Richard Gill: “Integrity or fraud… or just questionable research practices?” (Is Gill too easy on them?)

Professor Gill

Professor Gill

Professor Richard Gill
Statistics Group
Mathematical Institute
Leiden University

It was statistician Richard Gill who first told me about Diederik Stapel (see an earlier post on Diederik). We were at a workshop on Error in the Sciences at Leiden in 2011. I was very lucky to have Gill be assigned as my commentator/presenter—he was excellent! As I was explaining some data problems to him, he suddenly said, “Some people don’t bother to collect data at all!” That’s when I learned about Stapel.

Committees often turn to Gill when someone’s work is up for scrutiny of bad statistics or fraud, or anything in between. Do you think he’s being too easy on researchers when he says, about a given case:

“data has been obtained by some combination of the usual ‘questionable research practices’ [QRPs] which are prevalent in the field in question. Everyone does it this way, in fact, if you don’t, you’d never get anything published. …People are not deliberately cheating: they honestly believe in their theories and believe the data is supporting them.”

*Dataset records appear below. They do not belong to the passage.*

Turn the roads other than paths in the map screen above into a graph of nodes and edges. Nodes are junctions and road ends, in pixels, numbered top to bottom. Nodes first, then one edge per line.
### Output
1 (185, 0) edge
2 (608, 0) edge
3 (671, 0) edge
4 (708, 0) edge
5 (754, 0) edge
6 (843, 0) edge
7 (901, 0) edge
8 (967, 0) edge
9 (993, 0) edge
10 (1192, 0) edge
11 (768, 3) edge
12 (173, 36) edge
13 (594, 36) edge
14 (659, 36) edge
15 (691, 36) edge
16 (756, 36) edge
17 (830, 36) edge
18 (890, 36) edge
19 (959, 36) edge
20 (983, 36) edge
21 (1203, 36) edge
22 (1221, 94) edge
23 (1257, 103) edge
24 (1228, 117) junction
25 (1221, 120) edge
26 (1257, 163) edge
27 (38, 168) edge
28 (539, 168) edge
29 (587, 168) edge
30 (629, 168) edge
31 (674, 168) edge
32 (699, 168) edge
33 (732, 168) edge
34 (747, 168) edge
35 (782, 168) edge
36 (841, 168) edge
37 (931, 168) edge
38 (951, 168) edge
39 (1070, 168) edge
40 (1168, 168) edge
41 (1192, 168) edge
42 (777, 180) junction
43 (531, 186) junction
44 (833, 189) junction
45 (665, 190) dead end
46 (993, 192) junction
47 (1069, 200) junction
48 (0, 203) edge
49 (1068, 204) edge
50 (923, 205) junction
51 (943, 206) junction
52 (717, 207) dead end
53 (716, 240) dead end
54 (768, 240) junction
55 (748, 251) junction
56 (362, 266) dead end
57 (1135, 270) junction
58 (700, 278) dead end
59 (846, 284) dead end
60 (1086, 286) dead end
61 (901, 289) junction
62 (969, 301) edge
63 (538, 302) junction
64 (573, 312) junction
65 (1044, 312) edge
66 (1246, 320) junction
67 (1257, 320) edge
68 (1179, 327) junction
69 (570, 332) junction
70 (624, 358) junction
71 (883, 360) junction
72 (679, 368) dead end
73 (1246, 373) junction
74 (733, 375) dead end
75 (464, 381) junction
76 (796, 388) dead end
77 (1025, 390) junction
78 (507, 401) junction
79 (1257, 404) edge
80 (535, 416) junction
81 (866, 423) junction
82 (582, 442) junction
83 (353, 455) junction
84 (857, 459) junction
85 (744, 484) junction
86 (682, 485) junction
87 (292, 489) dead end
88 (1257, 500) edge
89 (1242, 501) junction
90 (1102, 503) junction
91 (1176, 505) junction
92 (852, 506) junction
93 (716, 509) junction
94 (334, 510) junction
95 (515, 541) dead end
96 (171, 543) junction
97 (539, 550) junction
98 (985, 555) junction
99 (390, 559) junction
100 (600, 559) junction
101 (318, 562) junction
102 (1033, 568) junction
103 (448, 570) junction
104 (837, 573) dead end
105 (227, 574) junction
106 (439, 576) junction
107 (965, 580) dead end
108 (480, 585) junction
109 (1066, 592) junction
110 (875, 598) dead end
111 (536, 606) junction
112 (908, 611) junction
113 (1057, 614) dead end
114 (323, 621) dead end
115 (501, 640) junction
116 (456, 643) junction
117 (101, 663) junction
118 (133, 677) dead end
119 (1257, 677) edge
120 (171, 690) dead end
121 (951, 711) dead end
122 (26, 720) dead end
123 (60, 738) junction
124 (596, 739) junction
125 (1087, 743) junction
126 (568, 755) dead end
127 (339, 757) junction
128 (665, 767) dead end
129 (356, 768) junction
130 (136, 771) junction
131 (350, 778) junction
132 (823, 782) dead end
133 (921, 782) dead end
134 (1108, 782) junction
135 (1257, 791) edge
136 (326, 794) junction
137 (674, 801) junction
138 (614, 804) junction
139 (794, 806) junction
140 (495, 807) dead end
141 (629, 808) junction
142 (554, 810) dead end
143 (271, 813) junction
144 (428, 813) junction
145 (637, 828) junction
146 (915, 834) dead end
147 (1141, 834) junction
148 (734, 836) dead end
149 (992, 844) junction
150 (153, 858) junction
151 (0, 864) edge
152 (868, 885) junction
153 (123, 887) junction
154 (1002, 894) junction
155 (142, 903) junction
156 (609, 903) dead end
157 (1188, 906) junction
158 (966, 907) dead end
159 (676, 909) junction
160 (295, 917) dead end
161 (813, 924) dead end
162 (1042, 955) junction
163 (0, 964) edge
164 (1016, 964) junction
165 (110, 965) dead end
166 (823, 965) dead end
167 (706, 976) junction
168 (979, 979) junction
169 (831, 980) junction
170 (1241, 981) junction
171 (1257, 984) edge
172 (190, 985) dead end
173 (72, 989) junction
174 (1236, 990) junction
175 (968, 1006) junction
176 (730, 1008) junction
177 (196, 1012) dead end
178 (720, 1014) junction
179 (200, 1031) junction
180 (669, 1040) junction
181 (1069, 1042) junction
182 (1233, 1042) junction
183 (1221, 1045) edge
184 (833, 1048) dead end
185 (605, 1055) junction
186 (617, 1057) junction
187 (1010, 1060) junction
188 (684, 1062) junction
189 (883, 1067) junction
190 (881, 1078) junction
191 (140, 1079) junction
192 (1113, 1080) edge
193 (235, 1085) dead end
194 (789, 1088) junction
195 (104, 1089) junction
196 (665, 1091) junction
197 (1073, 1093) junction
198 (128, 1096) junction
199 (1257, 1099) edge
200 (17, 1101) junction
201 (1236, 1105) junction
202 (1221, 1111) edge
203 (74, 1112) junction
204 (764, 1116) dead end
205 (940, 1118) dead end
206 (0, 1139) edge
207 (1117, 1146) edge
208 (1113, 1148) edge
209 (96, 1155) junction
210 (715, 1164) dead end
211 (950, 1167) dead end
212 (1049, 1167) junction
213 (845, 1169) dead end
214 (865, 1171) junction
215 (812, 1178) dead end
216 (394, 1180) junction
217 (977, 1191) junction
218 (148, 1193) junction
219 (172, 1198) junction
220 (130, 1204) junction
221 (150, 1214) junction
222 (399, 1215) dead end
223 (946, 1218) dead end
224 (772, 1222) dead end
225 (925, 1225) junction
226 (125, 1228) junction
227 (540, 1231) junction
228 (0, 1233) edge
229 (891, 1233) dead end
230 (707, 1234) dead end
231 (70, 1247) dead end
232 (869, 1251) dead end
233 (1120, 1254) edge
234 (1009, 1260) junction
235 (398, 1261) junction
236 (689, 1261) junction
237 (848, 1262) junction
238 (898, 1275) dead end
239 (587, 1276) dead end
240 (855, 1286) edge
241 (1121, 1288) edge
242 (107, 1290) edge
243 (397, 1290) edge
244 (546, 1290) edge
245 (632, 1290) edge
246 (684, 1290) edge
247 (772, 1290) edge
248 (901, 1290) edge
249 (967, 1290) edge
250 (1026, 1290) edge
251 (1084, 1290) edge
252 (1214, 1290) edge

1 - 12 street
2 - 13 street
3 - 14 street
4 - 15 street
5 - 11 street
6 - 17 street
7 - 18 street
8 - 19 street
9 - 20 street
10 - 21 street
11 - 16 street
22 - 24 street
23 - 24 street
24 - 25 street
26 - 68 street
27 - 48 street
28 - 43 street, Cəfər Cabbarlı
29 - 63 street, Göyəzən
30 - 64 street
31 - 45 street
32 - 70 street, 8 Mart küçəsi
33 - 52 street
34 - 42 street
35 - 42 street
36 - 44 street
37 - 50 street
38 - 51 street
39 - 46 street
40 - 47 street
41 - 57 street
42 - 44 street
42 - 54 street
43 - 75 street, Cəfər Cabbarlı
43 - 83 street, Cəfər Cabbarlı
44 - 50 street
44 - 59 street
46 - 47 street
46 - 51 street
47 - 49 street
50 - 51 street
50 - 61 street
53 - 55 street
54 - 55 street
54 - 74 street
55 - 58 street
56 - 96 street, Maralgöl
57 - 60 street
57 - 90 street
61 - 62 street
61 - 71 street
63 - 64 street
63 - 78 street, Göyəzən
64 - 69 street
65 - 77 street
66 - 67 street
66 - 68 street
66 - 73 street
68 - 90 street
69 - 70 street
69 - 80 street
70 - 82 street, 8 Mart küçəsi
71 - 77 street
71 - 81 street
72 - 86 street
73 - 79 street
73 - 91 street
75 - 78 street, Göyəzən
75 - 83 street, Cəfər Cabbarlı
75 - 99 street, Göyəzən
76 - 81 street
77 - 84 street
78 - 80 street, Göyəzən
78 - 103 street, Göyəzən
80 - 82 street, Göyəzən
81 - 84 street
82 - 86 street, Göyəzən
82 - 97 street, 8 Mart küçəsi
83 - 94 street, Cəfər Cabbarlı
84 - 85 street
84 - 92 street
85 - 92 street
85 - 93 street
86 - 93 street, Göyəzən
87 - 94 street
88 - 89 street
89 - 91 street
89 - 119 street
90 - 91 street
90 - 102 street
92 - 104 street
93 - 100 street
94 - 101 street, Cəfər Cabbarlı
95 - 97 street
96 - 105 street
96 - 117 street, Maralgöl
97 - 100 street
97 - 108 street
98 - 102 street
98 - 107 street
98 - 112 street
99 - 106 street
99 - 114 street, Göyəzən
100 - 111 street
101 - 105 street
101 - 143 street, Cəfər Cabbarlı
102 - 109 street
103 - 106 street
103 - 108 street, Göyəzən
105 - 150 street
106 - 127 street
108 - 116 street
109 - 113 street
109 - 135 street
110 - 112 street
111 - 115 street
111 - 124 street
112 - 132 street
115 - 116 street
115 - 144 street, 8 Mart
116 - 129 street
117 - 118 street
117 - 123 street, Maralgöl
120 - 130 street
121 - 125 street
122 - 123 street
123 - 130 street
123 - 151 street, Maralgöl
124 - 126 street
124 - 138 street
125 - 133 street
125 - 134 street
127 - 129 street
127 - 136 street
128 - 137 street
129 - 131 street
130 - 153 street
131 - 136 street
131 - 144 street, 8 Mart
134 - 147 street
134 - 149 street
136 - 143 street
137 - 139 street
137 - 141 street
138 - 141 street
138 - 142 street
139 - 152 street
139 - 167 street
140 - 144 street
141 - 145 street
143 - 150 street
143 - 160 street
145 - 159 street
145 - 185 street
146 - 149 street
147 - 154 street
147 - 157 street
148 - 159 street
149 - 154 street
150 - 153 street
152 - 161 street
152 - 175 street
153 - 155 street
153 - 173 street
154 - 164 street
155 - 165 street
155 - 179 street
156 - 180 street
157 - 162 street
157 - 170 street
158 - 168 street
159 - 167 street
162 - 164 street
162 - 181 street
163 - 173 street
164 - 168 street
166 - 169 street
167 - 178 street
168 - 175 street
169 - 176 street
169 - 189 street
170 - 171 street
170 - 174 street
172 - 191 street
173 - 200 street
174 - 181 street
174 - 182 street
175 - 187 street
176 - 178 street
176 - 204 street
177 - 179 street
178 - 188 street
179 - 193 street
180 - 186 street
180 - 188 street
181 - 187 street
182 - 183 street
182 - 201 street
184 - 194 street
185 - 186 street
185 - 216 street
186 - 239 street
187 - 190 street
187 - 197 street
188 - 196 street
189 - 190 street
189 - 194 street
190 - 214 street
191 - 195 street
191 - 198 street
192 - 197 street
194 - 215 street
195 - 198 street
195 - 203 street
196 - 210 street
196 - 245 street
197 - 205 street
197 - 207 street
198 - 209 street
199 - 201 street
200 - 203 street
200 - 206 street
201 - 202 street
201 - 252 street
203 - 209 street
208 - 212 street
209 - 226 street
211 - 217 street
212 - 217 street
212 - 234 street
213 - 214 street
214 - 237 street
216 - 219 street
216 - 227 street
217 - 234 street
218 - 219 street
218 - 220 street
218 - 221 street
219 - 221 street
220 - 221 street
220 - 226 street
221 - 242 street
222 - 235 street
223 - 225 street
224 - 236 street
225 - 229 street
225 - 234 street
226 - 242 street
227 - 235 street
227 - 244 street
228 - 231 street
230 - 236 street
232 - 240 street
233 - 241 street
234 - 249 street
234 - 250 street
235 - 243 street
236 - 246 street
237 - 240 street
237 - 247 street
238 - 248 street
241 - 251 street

Isn’t that the danger in relying on deeply felt background beliefs?  Have our attitudes changed (toward QRPs) over the past 3 years (harsher or less harsh)? Here’s a talk of his I blogged 3 years ago (followed by a letter he allowed me to post). I reflect on the pseudoscientific nature of the ‘recovered memories’ program in one of the Geraerts et al. papers in a later post.

I certainly have been thinking about these issues a lot in recent months. I got entangled in intensive scientific and media discussions – mainly confined to the Netherlands  – concerning the cases of social psychologist Dirk Smeesters and of psychologist Elke Geraerts.  See:

And I recently got asked to look at the statistics in some papers of another … [researcher] ..but this one is still confidential ….
The verdict on Smeesters was that he like Stapel actually faked data (though he still denies this).

The Geraerts case is very much open, very much unclear. The senior co-authors Merckelbach, McNally of the attached paper, published in the journal “Memory”, have asked the journal editors for it to be withdrawn because they suspect the lead author, Elke Geraerts, of improper conduct. She denies any impropriety. It turns out that none of the co-authors have the data. Legally speaking it belongs to the University of Maastricht where the research was carried out and where Geraerts was a promising postdoc in Merckelbach’s group. She later got a chair at Erasmus University Rotterdam and presumably has the data herself but refuses to share it with her old co-authors or any other interested scientists. Just looking at the summary statistics in the paper one sees evidence of “too good to be true”. Average scores in groups supposed in theory to be similar are much closer to one another than one would expect on the basis of the within group variation (the paper reports averages and standard deviations for each group, so it is easy to compute the F statistic for equality of the three similar groups and use its left tail probability as test statistic.

The same phenomenon turns up in another unpublished paper by the same authors and moreover in one of the papers contained in Geraerts (Maastricht) thesis. I attach the two papers published in Geraert’s thesis which present results in very much the same pattern as the disputed “Memory” paper. Four groups of subjects, three supposed in theory to be rather similar, one expected to be strikingly different. In one of the two, just as in the Memory paper, the average scores of the three similar groups are much closer to one another than one would expect on the basis of the within-groups variation.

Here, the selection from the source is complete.